## What you are asked to do
Count the lines below that contain the word "place", and state only that number.

Start of Dataset

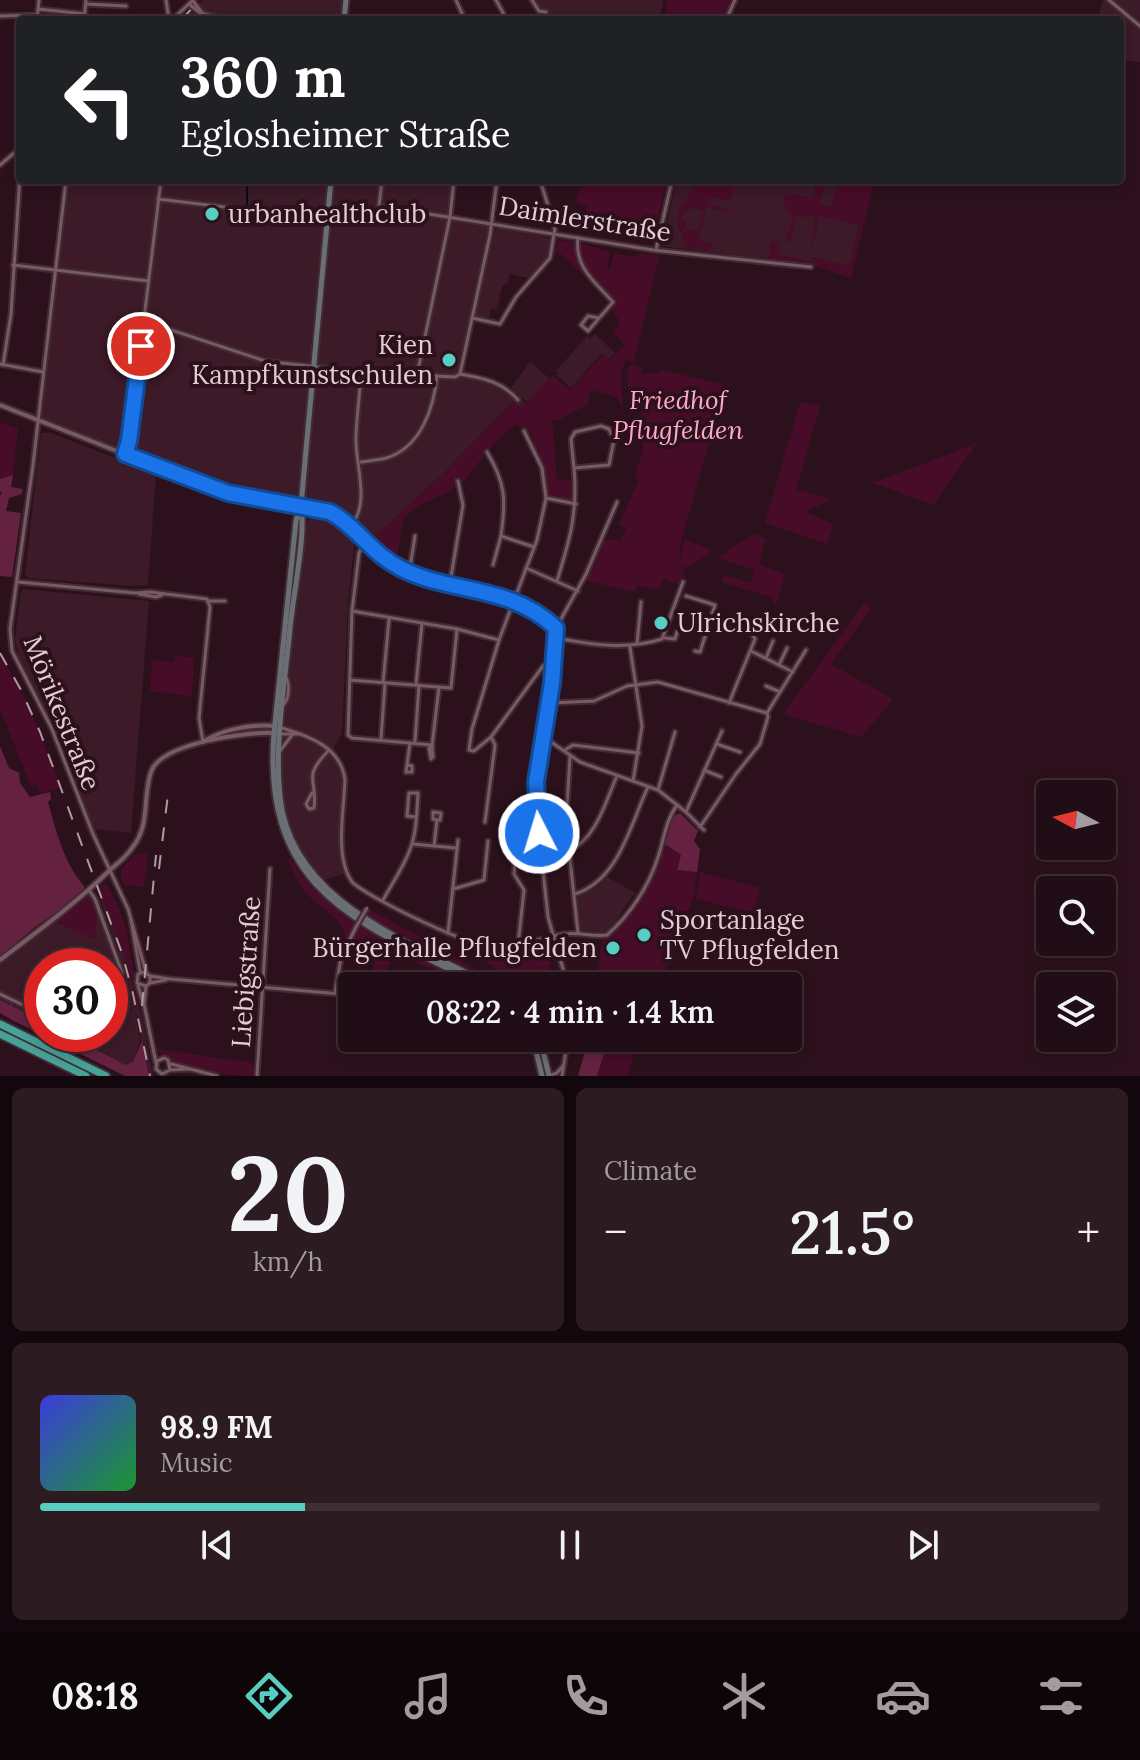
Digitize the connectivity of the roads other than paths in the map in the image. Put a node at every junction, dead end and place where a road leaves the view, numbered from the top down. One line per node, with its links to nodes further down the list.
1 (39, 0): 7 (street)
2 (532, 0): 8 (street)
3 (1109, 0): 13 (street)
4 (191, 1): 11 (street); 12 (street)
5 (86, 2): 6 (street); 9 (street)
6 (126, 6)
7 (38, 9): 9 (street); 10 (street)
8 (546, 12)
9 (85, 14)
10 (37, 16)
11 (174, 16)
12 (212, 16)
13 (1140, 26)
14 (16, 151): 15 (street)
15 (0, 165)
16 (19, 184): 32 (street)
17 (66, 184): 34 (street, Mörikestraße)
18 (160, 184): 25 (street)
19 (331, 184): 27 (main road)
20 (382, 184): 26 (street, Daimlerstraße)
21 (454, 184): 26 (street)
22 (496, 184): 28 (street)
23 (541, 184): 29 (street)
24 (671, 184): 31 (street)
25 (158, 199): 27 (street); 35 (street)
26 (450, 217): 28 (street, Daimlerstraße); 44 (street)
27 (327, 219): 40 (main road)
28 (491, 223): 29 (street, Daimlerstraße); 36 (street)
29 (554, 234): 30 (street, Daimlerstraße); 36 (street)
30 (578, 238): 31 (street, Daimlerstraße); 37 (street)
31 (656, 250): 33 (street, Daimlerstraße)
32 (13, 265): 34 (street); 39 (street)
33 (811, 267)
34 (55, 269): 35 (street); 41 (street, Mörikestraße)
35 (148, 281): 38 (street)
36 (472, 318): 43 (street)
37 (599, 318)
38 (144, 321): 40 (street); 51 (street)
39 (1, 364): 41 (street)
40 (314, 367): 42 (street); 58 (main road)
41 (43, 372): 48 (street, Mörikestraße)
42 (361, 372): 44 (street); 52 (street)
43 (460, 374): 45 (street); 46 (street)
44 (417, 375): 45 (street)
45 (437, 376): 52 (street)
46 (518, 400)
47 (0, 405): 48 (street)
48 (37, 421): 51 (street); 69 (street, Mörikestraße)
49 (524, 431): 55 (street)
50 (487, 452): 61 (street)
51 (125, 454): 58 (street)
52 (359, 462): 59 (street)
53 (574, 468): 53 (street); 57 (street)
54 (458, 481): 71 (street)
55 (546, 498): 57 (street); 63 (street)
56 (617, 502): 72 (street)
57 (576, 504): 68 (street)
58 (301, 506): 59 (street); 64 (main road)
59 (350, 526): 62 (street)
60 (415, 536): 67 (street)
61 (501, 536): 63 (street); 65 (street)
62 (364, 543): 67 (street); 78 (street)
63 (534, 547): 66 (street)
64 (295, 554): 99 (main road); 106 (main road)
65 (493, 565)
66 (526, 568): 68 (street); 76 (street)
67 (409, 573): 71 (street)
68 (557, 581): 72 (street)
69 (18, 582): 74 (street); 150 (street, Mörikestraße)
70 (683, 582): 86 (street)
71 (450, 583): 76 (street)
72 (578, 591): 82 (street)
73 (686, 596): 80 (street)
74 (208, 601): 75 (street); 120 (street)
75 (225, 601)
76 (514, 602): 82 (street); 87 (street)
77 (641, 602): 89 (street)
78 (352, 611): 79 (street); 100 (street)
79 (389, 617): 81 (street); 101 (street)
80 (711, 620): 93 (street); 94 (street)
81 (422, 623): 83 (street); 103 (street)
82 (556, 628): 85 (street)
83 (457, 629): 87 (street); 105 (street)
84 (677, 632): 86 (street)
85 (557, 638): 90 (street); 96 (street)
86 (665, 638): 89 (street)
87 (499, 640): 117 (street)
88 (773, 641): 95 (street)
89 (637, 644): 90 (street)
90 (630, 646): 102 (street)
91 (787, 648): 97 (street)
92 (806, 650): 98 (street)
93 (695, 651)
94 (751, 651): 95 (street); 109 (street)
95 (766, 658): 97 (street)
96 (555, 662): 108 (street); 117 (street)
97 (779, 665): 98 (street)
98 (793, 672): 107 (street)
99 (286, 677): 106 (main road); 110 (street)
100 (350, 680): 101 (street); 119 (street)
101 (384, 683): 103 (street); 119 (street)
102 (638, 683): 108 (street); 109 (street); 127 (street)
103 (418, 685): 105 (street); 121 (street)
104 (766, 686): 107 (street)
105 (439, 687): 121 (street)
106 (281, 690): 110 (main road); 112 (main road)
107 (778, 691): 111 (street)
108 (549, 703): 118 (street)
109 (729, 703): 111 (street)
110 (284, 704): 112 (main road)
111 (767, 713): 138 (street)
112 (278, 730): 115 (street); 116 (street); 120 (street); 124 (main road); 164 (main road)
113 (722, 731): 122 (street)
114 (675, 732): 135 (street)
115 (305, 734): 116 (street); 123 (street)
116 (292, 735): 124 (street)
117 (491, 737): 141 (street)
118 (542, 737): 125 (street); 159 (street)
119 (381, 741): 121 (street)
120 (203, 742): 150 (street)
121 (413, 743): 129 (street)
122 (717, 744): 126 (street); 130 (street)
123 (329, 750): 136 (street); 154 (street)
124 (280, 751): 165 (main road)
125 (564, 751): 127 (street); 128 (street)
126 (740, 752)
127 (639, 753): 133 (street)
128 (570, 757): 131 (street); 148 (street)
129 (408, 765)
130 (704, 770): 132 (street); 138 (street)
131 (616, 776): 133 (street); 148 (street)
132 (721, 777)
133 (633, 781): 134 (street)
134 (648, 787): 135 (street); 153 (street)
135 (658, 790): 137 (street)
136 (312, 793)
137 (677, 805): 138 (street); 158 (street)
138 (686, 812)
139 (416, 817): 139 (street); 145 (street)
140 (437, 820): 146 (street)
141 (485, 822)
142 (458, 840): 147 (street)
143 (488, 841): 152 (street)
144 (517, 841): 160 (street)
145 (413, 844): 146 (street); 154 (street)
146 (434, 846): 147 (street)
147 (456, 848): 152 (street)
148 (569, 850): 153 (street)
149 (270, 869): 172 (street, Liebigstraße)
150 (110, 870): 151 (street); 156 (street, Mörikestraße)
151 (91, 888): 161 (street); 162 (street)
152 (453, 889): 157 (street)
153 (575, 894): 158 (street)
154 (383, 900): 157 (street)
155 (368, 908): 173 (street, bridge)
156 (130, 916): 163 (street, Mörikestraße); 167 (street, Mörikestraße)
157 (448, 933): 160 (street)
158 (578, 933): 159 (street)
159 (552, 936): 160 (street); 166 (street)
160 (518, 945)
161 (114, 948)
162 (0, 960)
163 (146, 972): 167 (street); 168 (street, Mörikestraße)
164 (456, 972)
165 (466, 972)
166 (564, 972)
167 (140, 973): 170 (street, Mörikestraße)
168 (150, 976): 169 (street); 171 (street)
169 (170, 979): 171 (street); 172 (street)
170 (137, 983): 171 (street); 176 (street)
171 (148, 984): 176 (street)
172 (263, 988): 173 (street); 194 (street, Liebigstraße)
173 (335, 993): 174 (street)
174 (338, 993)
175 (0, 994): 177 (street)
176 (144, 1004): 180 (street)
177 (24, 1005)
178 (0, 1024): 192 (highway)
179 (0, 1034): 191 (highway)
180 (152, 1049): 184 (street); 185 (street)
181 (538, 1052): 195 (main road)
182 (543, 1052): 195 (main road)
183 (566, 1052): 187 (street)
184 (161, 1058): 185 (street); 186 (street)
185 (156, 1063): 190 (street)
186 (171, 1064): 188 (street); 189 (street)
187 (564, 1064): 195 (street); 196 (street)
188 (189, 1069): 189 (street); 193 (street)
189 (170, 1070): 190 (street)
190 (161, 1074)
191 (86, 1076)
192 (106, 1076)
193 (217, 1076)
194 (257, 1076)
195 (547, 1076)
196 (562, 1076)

End of Dataset
Start of Dataset

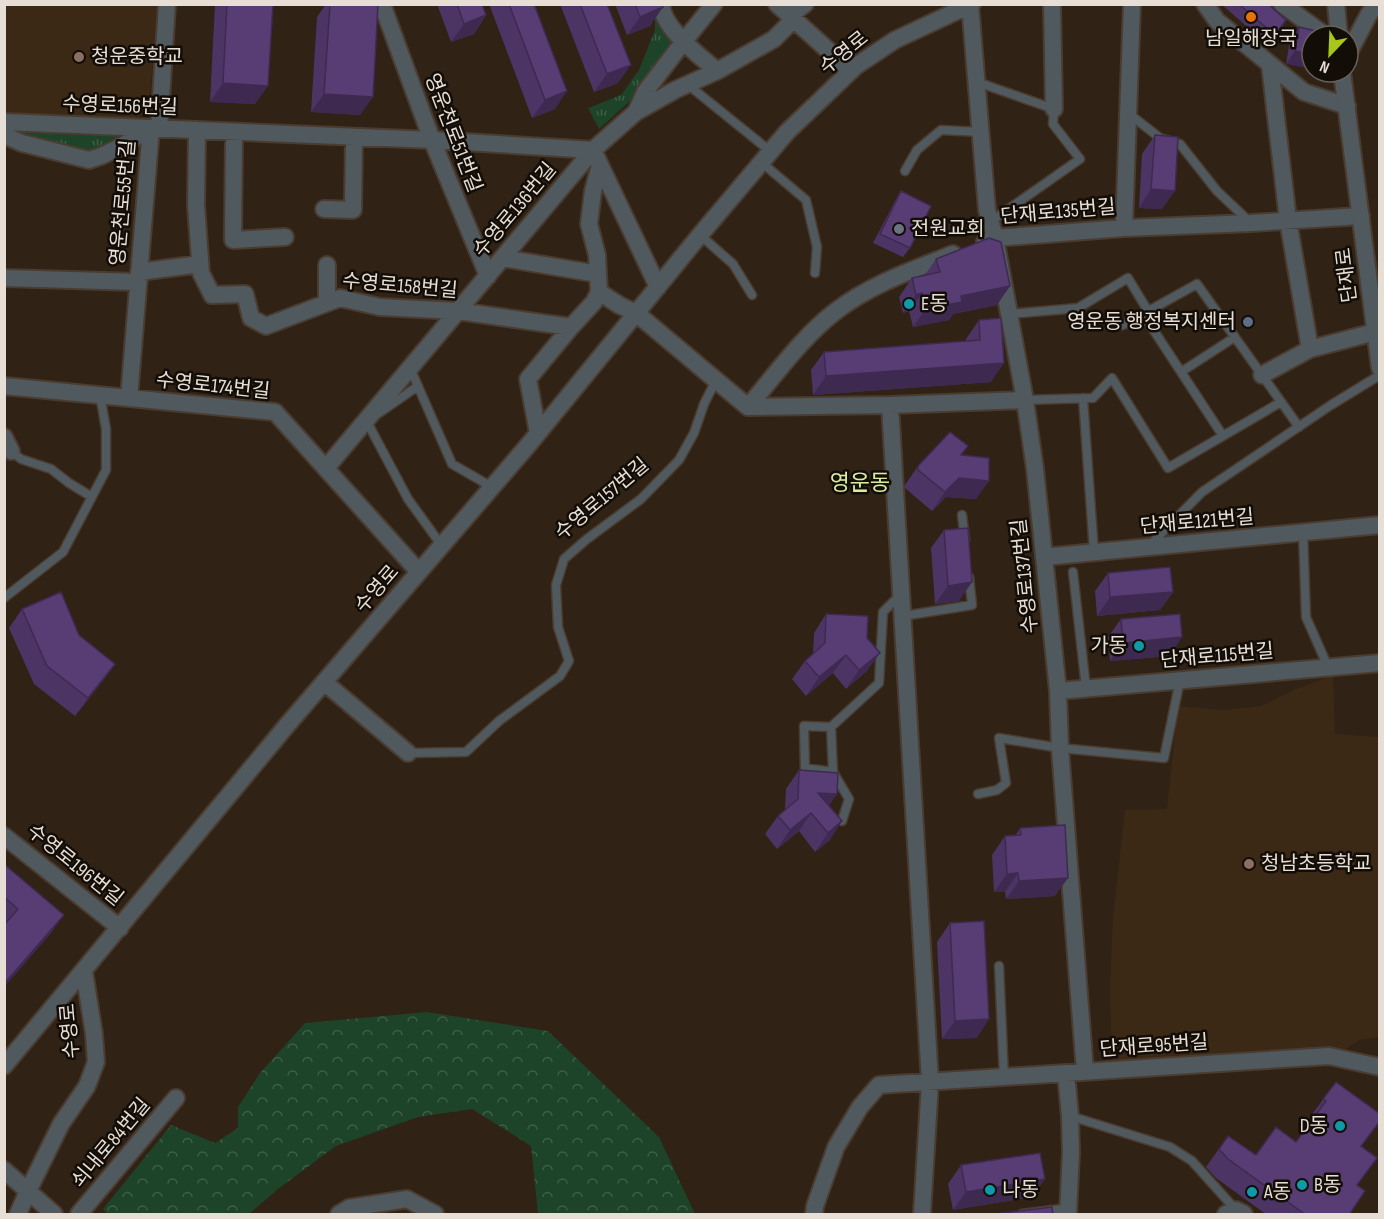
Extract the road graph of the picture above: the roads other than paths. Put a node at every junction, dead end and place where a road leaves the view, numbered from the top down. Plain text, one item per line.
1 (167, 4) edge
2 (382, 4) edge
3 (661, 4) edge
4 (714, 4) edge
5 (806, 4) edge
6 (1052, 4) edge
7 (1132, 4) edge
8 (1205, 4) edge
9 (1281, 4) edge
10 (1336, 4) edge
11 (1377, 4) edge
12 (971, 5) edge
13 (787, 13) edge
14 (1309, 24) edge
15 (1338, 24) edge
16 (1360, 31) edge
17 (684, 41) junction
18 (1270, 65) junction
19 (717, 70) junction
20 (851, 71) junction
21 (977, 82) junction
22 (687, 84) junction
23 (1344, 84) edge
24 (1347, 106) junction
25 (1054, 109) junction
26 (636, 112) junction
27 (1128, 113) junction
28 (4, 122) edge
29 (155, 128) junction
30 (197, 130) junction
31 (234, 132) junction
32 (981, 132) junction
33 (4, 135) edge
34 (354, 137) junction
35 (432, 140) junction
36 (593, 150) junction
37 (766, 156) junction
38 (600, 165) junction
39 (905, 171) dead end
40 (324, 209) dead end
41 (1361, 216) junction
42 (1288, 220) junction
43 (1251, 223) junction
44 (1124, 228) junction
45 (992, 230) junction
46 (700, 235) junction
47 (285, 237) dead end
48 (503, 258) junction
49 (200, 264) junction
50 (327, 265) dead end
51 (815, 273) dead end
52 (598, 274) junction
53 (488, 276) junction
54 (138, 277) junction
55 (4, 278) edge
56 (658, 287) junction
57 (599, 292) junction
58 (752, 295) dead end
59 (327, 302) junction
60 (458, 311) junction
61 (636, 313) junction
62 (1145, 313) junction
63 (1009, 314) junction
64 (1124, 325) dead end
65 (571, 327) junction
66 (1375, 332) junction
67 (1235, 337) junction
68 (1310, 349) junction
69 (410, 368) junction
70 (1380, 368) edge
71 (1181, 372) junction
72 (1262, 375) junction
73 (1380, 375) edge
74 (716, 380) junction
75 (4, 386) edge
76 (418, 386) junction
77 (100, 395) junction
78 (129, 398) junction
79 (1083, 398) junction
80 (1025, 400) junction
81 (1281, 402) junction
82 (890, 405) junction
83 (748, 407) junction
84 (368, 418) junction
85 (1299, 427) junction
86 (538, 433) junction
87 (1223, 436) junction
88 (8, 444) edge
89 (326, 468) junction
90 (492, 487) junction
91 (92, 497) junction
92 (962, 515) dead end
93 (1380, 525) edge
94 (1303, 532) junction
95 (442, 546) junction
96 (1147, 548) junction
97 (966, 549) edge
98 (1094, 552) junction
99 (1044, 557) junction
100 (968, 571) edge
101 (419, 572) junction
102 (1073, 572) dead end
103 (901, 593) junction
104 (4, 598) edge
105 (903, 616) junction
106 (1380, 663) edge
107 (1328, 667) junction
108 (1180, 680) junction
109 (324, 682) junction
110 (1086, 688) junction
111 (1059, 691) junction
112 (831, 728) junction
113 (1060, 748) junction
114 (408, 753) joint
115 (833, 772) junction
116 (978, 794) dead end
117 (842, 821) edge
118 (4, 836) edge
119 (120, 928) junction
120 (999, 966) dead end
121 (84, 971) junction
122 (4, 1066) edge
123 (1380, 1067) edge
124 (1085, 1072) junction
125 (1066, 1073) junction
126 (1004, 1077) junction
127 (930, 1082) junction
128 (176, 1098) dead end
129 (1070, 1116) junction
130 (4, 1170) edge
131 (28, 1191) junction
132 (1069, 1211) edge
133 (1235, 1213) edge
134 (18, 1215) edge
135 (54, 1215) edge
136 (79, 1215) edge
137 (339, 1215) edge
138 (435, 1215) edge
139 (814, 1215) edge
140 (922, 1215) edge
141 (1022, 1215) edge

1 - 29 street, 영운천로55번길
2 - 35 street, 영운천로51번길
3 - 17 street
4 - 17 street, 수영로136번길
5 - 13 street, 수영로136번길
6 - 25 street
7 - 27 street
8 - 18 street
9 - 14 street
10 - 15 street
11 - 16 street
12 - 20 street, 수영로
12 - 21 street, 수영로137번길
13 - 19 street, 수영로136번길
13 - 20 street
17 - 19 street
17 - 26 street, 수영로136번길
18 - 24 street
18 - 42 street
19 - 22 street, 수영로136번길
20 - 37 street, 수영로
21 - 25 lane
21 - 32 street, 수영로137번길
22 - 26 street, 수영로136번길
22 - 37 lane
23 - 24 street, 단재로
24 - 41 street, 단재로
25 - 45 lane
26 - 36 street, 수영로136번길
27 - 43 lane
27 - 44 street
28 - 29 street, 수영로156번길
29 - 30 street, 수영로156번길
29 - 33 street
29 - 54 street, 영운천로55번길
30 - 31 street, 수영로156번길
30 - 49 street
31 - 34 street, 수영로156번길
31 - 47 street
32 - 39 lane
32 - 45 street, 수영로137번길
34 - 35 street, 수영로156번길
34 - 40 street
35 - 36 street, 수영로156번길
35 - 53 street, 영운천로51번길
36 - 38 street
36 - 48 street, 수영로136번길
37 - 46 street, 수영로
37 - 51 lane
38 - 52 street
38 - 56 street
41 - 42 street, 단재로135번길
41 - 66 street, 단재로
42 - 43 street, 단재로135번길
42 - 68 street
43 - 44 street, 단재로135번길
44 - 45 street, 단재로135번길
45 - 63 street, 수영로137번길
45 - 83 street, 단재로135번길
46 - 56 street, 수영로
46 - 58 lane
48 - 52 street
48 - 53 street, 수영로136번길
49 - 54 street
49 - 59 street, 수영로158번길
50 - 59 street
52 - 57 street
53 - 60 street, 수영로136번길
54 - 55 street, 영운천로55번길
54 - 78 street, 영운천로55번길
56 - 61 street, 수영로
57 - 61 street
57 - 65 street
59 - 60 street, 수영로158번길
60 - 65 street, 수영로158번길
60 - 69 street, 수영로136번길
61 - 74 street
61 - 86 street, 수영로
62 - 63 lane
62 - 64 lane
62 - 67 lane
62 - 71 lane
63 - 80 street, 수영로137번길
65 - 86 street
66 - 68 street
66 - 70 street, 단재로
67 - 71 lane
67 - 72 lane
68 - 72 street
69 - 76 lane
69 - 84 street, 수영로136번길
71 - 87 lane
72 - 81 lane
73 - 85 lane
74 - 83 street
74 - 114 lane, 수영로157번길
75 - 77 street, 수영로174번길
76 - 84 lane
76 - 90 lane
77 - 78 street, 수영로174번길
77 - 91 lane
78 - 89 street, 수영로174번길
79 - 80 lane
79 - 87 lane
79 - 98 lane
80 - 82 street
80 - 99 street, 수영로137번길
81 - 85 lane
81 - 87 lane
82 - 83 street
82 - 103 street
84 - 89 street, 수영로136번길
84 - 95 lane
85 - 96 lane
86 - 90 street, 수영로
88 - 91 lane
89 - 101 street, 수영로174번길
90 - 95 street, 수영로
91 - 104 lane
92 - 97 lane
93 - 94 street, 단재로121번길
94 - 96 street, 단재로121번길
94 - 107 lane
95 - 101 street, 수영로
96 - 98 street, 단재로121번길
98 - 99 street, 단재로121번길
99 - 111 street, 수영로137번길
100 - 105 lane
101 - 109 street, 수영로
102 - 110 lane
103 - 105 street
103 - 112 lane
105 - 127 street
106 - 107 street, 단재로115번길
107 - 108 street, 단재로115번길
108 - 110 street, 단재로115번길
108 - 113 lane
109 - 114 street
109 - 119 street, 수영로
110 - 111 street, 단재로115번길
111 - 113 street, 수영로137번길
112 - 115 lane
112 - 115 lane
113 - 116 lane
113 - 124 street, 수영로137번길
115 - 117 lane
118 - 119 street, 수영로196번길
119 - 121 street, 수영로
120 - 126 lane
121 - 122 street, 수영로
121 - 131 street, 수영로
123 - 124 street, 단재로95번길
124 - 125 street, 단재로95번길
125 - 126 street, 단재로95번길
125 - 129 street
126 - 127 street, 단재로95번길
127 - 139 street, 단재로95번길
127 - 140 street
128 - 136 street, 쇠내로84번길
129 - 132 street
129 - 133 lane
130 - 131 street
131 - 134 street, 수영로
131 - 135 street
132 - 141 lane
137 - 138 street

End of Dataset

## Task solution
2